- **Required action**:
Your copy of the data below must be exact and must leave out all pictures.

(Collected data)
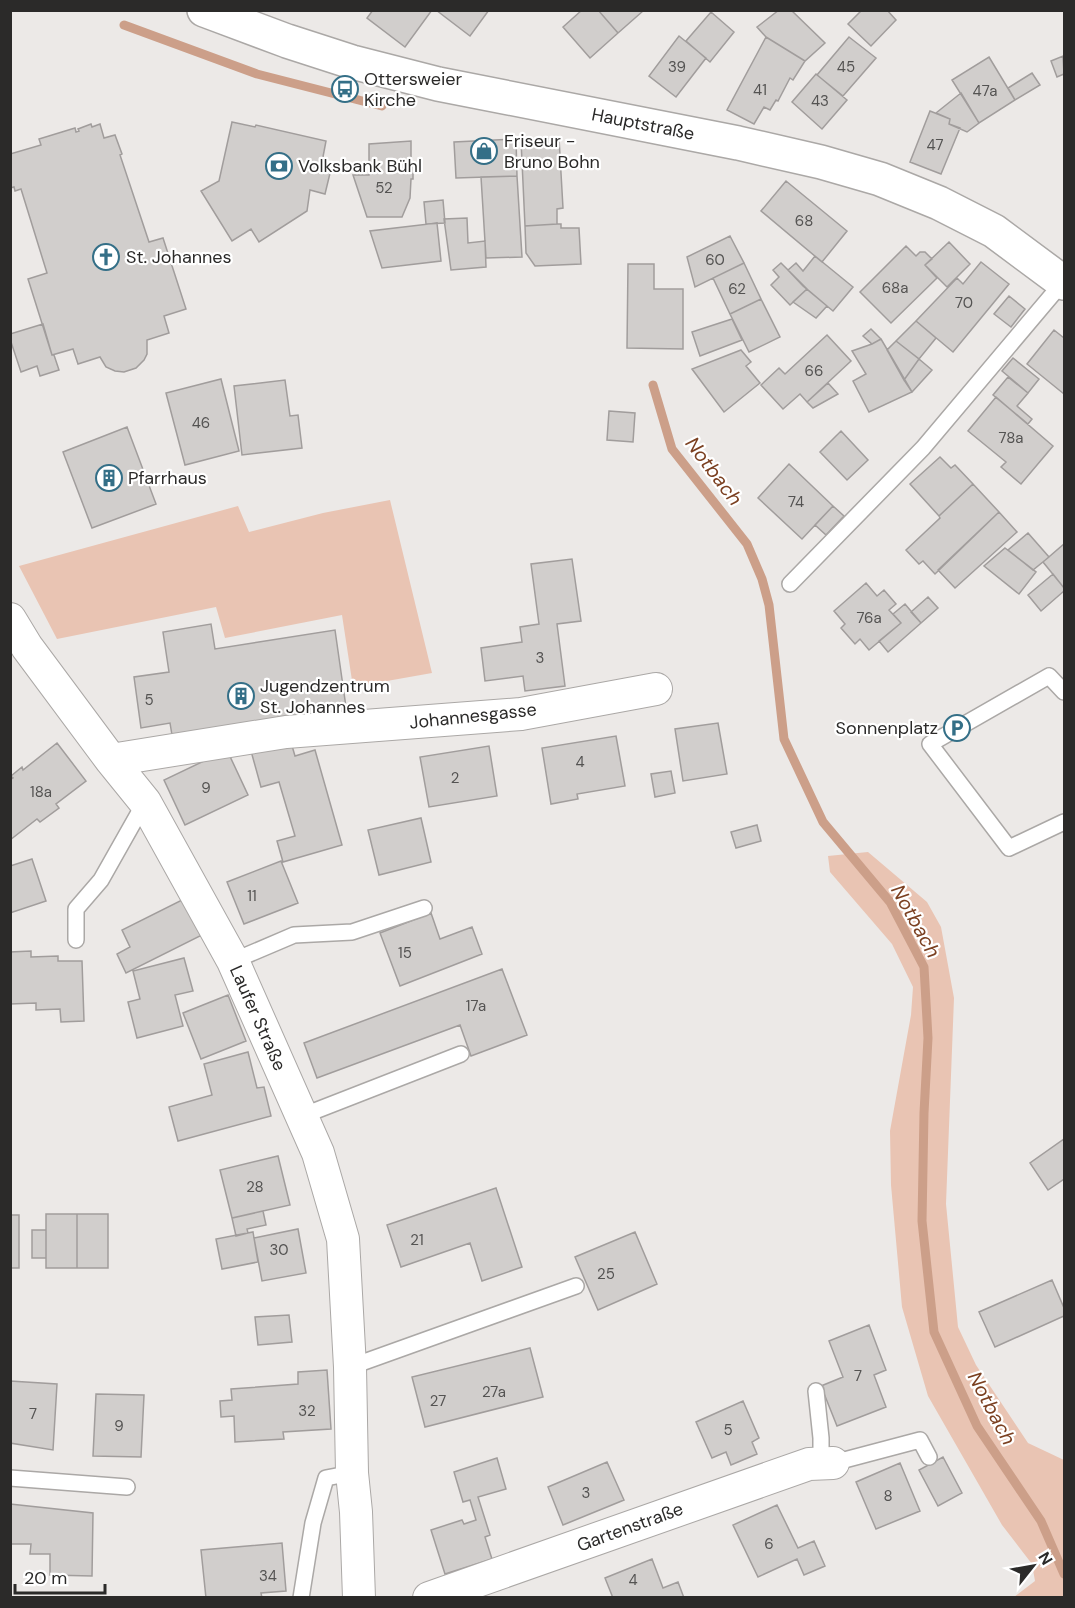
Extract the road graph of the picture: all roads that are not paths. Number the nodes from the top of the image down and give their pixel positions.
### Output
1 (204, 10) edge
2 (1064, 283) edge
3 (790, 584) dead end
4 (10, 619) edge
5 (656, 689) dead end
6 (1065, 692) edge
7 (111, 760) junction
8 (145, 802) junction
9 (1065, 822) edge
10 (423, 908) dead end
11 (76, 940) dead end
12 (233, 961) junction
13 (461, 1054) dead end
14 (302, 1116) junction
15 (576, 1286) dead end
16 (350, 1367) junction
17 (816, 1391) dead end
18 (929, 1457) dead end
19 (827, 1463) junction
20 (352, 1473) junction
21 (10, 1478) edge
22 (127, 1487) dead end
23 (301, 1598) edge
24 (360, 1598) edge
25 (429, 1598) edge

1 - 2 street, Hauptstraße
2 - 3 lane, Hauptstraße
4 - 7 street, Laufer Straße
5 - 7 street, Johannesgasse
6 - 9 lane
7 - 8 street, Laufer Straße
8 - 11 lane
8 - 12 street, Laufer Straße
10 - 12 lane
12 - 14 street, Laufer Straße
13 - 14 lane
14 - 16 street, Laufer Straße
15 - 16 lane
16 - 20 street, Laufer Straße
17 - 19 lane
18 - 19 lane
19 - 25 street, Gartenstraße
20 - 23 lane
20 - 24 street, Laufer Straße
21 - 22 lane

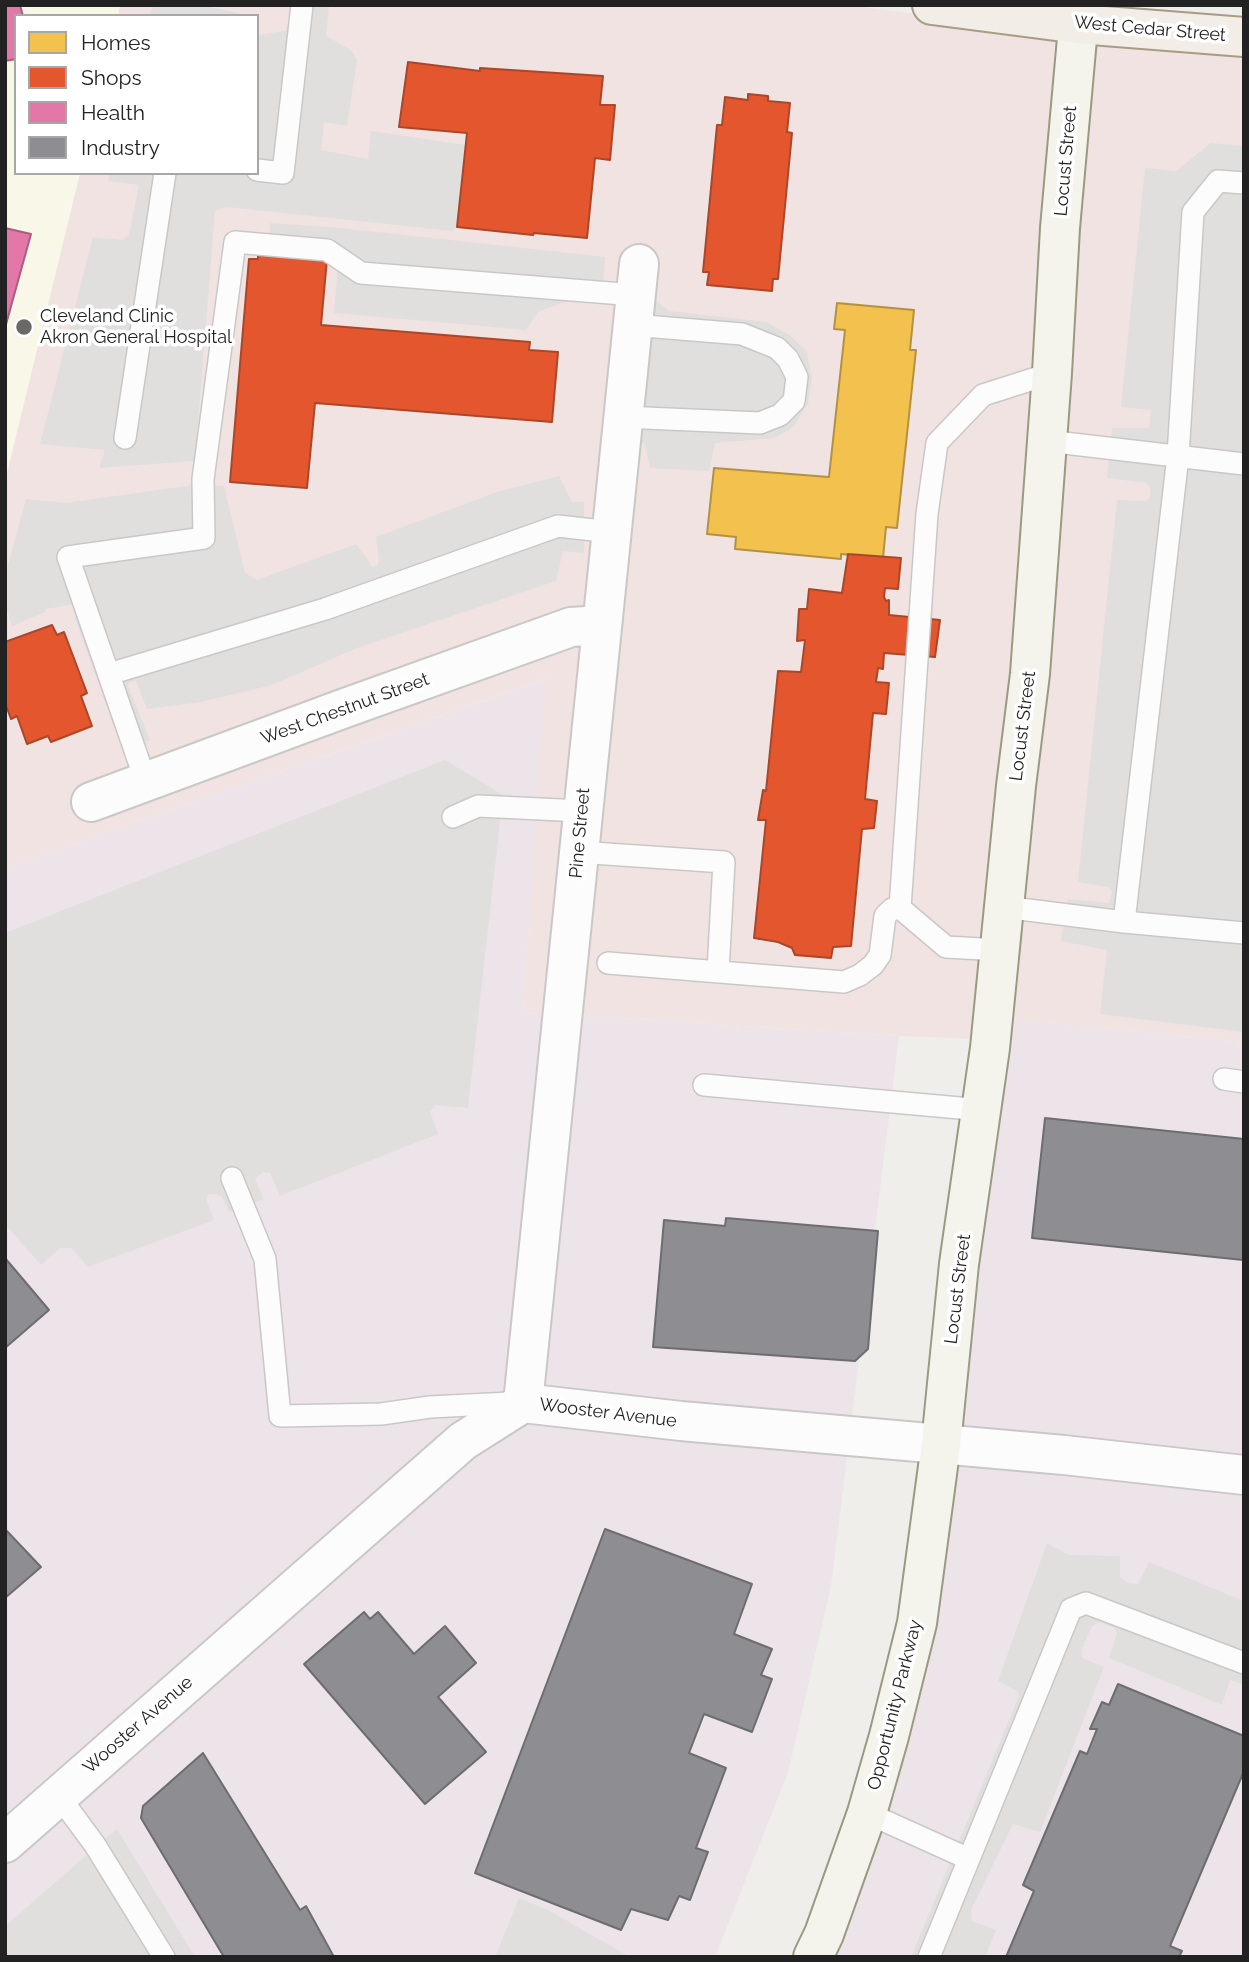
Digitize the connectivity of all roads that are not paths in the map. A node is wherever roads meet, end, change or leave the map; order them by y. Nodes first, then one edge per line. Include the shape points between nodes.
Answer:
1 (302, 5) edge
2 (932, 5) edge
3 (1080, 14) edge
4 (1244, 37) edge
5 (259, 170) edge
6 (165, 175) edge
7 (1244, 183) edge
8 (636, 295) junction
9 (1052, 373) junction
10 (622, 417) junction
11 (125, 438) dead end
12 (1047, 441) junction
13 (1178, 456) junction
14 (1244, 464) edge
15 (611, 531) junction
16 (601, 625) junction
17 (109, 674) junction
18 (146, 782) junction
19 (91, 802) dead end
20 (582, 811) junction
21 (453, 817) dead end
22 (578, 852) junction
23 (1004, 907) junction
24 (900, 908) junction
25 (1124, 922) junction
26 (1244, 933) edge
27 (1000, 950) junction
28 (608, 963) dead end
29 (718, 971) junction
30 (704, 1085) dead end
31 (982, 1110) junction
32 (232, 1178) dead end
33 (523, 1403) junction
34 (941, 1444) junction
35 (1244, 1475) edge
36 (1244, 1662) edge
37 (58, 1795) junction
38 (867, 1813) junction
39 (5, 1843) edge
40 (969, 1859) junction
41 (164, 1957) edge
42 (813, 1957) edge
43 (929, 1957) edge

1 - 5 lane via 283,173
2 - 3 main road, West Cedar Street
3 - 4 main road, West Cedar Street
3 - 9 main road, Locust Street
6 - 11 lane
7 - 13 lane via 1218,181 1193,212
8 - 10 street, Pine Street
8 - 10 lane via 777,348 797,377 794,401 780,415 760,423
8 - 17 lane via 361,272 327,250 235,242 203,479 204,538 68,557
9 - 12 main road, Locust Street
9 - 24 lane via 983,395 937,443 927,514
10 - 15 street, Pine Street
12 - 13 lane
12 - 23 main road, Locust Street via 1030,674
13 - 14 lane
13 - 25 lane
15 - 16 street, Pine Street
15 - 17 lane via 558,526 325,609
16 - 18 street, West Chestnut Street via 571,627
16 - 20 street, Pine Street
17 - 18 lane
18 - 19 street, West Chestnut Street
20 - 21 lane via 478,806
20 - 22 street, Pine Street
22 - 29 lane via 724,862
22 - 33 street, Pine Street
23 - 25 lane
23 - 27 main road, Locust Street
24 - 27 lane via 946,947
24 - 29 lane via 885,916 880,955 873,965 844,982
25 - 26 lane
27 - 31 main road, Locust Street
28 - 29 lane
30 - 31 lane
31 - 34 main road, Locust Street
32 - 33 lane via 265,1259 280,1416
33 - 34 street, Wooster Avenue
33 - 37 street, Wooster Avenue via 463,1441
34 - 35 street, Wooster Avenue
34 - 38 main road, Opportunity Parkway via 917,1623
36 - 40 lane via 1086,1603 1071,1609
37 - 39 street, Wooster Avenue
37 - 41 lane via 95,1845
38 - 40 lane
38 - 42 main road, Opportunity Parkway
40 - 43 lane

- **Task result**:
Extract the road graph of the picture: all roads that are not paths. Number the nodes from the top of the image down and give their pixel positions.
### Output
1 (204, 10) edge
2 (1064, 283) edge
3 (790, 584) dead end
4 (10, 619) edge
5 (656, 689) dead end
6 (1065, 692) edge
7 (111, 760) junction
8 (145, 802) junction
9 (1065, 822) edge
10 (423, 908) dead end
11 (76, 940) dead end
12 (233, 961) junction
13 (461, 1054) dead end
14 (302, 1116) junction
15 (576, 1286) dead end
16 (350, 1367) junction
17 (816, 1391) dead end
18 (929, 1457) dead end
19 (827, 1463) junction
20 (352, 1473) junction
21 (10, 1478) edge
22 (127, 1487) dead end
23 (301, 1598) edge
24 (360, 1598) edge
25 (429, 1598) edge

1 - 2 street, Hauptstraße
2 - 3 lane, Hauptstraße
4 - 7 street, Laufer Straße
5 - 7 street, Johannesgasse
6 - 9 lane
7 - 8 street, Laufer Straße
8 - 11 lane
8 - 12 street, Laufer Straße
10 - 12 lane
12 - 14 street, Laufer Straße
13 - 14 lane
14 - 16 street, Laufer Straße
15 - 16 lane
16 - 20 street, Laufer Straße
17 - 19 lane
18 - 19 lane
19 - 25 street, Gartenstraße
20 - 23 lane
20 - 24 street, Laufer Straße
21 - 22 lane

Digitize the connectivity of all roads that are not paths in the map. A node is wherever roads meet, end, change or leave the map; order them by y. Nodes first, then one edge per line. Include the shape points between nodes.
Answer:
1 (302, 5) edge
2 (932, 5) edge
3 (1080, 14) edge
4 (1244, 37) edge
5 (259, 170) edge
6 (165, 175) edge
7 (1244, 183) edge
8 (636, 295) junction
9 (1052, 373) junction
10 (622, 417) junction
11 (125, 438) dead end
12 (1047, 441) junction
13 (1178, 456) junction
14 (1244, 464) edge
15 (611, 531) junction
16 (601, 625) junction
17 (109, 674) junction
18 (146, 782) junction
19 (91, 802) dead end
20 (582, 811) junction
21 (453, 817) dead end
22 (578, 852) junction
23 (1004, 907) junction
24 (900, 908) junction
25 (1124, 922) junction
26 (1244, 933) edge
27 (1000, 950) junction
28 (608, 963) dead end
29 (718, 971) junction
30 (704, 1085) dead end
31 (982, 1110) junction
32 (232, 1178) dead end
33 (523, 1403) junction
34 (941, 1444) junction
35 (1244, 1475) edge
36 (1244, 1662) edge
37 (58, 1795) junction
38 (867, 1813) junction
39 (5, 1843) edge
40 (969, 1859) junction
41 (164, 1957) edge
42 (813, 1957) edge
43 (929, 1957) edge

1 - 5 lane via 283,173
2 - 3 main road, West Cedar Street
3 - 4 main road, West Cedar Street
3 - 9 main road, Locust Street
6 - 11 lane
7 - 13 lane via 1218,181 1193,212
8 - 10 street, Pine Street
8 - 10 lane via 777,348 797,377 794,401 780,415 760,423
8 - 17 lane via 361,272 327,250 235,242 203,479 204,538 68,557
9 - 12 main road, Locust Street
9 - 24 lane via 983,395 937,443 927,514
10 - 15 street, Pine Street
12 - 13 lane
12 - 23 main road, Locust Street via 1030,674
13 - 14 lane
13 - 25 lane
15 - 16 street, Pine Street
15 - 17 lane via 558,526 325,609
16 - 18 street, West Chestnut Street via 571,627
16 - 20 street, Pine Street
17 - 18 lane
18 - 19 street, West Chestnut Street
20 - 21 lane via 478,806
20 - 22 street, Pine Street
22 - 29 lane via 724,862
22 - 33 street, Pine Street
23 - 25 lane
23 - 27 main road, Locust Street
24 - 27 lane via 946,947
24 - 29 lane via 885,916 880,955 873,965 844,982
25 - 26 lane
27 - 31 main road, Locust Street
28 - 29 lane
30 - 31 lane
31 - 34 main road, Locust Street
32 - 33 lane via 265,1259 280,1416
33 - 34 street, Wooster Avenue
33 - 37 street, Wooster Avenue via 463,1441
34 - 35 street, Wooster Avenue
34 - 38 main road, Opportunity Parkway via 917,1623
36 - 40 lane via 1086,1603 1071,1609
37 - 39 street, Wooster Avenue
37 - 41 lane via 95,1845
38 - 40 lane
38 - 42 main road, Opportunity Parkway
40 - 43 lane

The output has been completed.